А может, он и притворяться не станет — если Бела правда болен. Это совсем другое дело. Может, болезнь Белы многое объясняет, даже поведение старины Бастера. Собаки иногда странно ведут себя с больными людьми.
Впрочем, он не был уверен, что все дело в болезни. Что-то тут не так. Если Бела действительно болен, зачем разводить вокруг этого такие секреты? Или это какая-нибудь чертовски плохая болезнь? Но если так — почему Беле позволяют играть на улице и, может, заражать других людей? А мистер Ковач еще говорил, что Бела «подвижный». Что-то непохоже это на больного. И уж точно Бела не выглядит больным.
Джонни решил подождать и действовать по обстоятельствам.

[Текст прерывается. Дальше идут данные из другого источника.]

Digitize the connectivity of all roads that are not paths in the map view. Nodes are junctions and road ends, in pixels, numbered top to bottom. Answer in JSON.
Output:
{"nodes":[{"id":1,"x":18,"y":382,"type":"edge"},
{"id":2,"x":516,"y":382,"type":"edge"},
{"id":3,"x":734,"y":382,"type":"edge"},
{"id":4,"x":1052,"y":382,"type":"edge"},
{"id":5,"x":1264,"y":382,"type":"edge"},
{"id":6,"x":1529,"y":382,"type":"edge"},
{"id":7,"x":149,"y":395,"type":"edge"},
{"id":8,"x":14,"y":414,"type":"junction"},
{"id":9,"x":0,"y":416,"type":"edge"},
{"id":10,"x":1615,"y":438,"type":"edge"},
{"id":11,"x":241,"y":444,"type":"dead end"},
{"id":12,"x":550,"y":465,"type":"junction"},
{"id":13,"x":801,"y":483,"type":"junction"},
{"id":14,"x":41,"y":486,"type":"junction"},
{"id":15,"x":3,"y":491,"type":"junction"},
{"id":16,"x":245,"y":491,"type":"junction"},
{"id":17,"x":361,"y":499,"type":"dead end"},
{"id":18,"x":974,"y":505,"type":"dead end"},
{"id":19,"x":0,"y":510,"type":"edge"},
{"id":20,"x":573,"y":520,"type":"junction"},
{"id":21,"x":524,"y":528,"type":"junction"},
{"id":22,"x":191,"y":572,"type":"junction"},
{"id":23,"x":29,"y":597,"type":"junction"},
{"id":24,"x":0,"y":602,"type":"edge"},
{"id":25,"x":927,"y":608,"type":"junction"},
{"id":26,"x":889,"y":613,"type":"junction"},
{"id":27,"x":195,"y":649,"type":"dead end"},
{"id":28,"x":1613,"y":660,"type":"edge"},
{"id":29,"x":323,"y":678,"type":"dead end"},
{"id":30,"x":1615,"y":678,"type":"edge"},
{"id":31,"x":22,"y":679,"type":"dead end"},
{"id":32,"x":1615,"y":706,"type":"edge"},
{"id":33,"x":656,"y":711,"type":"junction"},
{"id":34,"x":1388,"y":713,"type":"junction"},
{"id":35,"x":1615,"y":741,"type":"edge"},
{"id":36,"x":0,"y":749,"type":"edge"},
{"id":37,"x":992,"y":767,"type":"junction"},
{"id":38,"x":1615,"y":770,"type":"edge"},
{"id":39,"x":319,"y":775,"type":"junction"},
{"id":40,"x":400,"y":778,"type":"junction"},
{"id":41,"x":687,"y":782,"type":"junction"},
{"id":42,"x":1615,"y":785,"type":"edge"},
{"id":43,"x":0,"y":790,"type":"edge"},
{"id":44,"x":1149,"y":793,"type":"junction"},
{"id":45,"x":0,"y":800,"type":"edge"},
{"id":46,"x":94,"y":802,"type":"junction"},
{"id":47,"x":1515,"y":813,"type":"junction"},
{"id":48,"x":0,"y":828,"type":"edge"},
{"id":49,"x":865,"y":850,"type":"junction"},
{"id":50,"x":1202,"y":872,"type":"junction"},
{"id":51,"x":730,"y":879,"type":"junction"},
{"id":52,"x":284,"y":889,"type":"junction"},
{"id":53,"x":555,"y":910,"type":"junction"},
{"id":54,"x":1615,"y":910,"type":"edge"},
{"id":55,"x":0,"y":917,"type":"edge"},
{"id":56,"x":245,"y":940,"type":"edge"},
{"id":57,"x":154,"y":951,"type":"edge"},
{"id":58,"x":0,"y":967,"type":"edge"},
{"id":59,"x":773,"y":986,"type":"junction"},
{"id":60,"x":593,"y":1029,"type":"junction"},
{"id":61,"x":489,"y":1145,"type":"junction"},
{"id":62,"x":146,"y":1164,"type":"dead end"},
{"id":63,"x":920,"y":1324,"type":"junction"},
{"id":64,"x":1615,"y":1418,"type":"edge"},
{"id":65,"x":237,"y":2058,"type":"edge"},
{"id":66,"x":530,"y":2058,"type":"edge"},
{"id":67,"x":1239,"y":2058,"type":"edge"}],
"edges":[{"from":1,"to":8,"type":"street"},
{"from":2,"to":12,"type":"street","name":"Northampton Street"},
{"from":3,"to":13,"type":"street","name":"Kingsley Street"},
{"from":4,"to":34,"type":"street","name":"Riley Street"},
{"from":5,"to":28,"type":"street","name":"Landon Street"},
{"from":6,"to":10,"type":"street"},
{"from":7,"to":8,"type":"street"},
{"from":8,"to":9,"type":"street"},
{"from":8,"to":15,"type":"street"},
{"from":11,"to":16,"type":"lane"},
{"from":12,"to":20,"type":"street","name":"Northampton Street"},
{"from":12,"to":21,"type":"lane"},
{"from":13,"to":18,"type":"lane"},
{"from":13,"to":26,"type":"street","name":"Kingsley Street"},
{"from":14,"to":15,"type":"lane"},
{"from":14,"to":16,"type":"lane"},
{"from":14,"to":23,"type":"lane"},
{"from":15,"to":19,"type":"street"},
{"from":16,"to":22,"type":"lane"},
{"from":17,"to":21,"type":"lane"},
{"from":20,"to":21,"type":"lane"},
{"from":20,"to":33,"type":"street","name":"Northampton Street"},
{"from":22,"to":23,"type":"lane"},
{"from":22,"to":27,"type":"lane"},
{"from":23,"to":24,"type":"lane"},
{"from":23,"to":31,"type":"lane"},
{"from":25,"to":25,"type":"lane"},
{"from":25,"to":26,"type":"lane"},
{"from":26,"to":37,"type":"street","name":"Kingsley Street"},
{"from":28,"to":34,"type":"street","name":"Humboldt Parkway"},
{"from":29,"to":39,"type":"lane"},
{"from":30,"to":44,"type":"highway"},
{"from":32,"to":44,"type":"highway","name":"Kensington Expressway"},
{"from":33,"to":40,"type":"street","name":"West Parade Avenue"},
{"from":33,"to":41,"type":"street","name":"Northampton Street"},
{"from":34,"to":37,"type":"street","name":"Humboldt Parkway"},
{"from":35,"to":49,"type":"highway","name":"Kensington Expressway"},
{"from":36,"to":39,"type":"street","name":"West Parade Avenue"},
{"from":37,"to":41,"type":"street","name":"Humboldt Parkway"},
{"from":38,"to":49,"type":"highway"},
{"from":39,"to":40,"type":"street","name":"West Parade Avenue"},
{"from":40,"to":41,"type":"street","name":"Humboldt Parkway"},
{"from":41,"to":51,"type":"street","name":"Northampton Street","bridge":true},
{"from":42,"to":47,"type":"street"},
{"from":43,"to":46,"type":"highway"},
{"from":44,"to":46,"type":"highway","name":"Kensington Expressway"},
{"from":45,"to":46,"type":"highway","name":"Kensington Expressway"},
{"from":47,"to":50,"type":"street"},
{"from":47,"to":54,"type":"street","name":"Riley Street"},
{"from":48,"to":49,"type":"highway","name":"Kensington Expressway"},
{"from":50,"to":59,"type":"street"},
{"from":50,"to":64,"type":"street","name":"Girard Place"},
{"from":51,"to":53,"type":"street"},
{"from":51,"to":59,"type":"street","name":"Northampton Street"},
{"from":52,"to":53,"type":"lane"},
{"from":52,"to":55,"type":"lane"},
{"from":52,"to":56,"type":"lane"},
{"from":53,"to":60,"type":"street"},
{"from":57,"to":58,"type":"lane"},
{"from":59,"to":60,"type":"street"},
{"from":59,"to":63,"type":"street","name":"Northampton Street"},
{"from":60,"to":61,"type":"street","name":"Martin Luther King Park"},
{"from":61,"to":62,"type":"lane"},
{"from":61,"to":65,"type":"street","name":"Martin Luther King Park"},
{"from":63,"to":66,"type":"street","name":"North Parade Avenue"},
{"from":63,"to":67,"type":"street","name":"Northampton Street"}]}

Пол хода ушел вниз, сам ход повернул под прямым углом — и они оказались в пещере. Джонни включил фонарик. Бела ахнул.
Со всех сторон были занавеси, каскады и фонтаны из камня — серого, розового, голубого, зеленого, лавандового. Эти украшения начинались у входа и тянулись дальше вдоль шестидесятифутового[6] склона, спускавшегося к полу пещеры, а там исчезали в чернильно-черной тени, которая казалась чем-то твердым.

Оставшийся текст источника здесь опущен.